- [DATA]:
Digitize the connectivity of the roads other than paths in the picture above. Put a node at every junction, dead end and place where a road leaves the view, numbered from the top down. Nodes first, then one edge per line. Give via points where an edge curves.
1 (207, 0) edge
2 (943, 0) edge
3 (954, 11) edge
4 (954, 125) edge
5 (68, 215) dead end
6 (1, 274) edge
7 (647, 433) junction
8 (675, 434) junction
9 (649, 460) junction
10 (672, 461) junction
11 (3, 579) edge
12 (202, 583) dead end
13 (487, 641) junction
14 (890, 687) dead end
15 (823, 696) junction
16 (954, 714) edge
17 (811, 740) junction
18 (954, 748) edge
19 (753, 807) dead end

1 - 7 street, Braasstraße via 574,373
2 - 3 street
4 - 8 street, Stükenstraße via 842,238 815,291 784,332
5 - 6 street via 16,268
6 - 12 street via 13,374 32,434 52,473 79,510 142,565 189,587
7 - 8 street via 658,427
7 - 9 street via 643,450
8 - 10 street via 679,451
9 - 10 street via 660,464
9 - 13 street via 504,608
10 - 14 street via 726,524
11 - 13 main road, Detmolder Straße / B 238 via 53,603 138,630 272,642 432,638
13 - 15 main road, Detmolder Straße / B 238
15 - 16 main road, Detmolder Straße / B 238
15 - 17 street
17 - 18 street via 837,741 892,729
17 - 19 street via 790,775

- [ABOUT THIS EXERCISE]: The records above should be given again in full, exactly as written.

- [SOLUTION TO THE EXERCISE]:
Digitize the connectivity of the roads other than paths in the picture above. Put a node at every junction, dead end and place where a road leaves the view, numbered from the top down. Nodes first, then one edge per line. Give via points where an edge curves.
1 (207, 0) edge
2 (943, 0) edge
3 (954, 11) edge
4 (954, 125) edge
5 (68, 215) dead end
6 (1, 274) edge
7 (647, 433) junction
8 (675, 434) junction
9 (649, 460) junction
10 (672, 461) junction
11 (3, 579) edge
12 (202, 583) dead end
13 (487, 641) junction
14 (890, 687) dead end
15 (823, 696) junction
16 (954, 714) edge
17 (811, 740) junction
18 (954, 748) edge
19 (753, 807) dead end

1 - 7 street, Braasstraße via 574,373
2 - 3 street
4 - 8 street, Stükenstraße via 842,238 815,291 784,332
5 - 6 street via 16,268
6 - 12 street via 13,374 32,434 52,473 79,510 142,565 189,587
7 - 8 street via 658,427
7 - 9 street via 643,450
8 - 10 street via 679,451
9 - 10 street via 660,464
9 - 13 street via 504,608
10 - 14 street via 726,524
11 - 13 main road, Detmolder Straße / B 238 via 53,603 138,630 272,642 432,638
13 - 15 main road, Detmolder Straße / B 238
15 - 16 main road, Detmolder Straße / B 238
15 - 17 street
17 - 18 street via 837,741 892,729
17 - 19 street via 790,775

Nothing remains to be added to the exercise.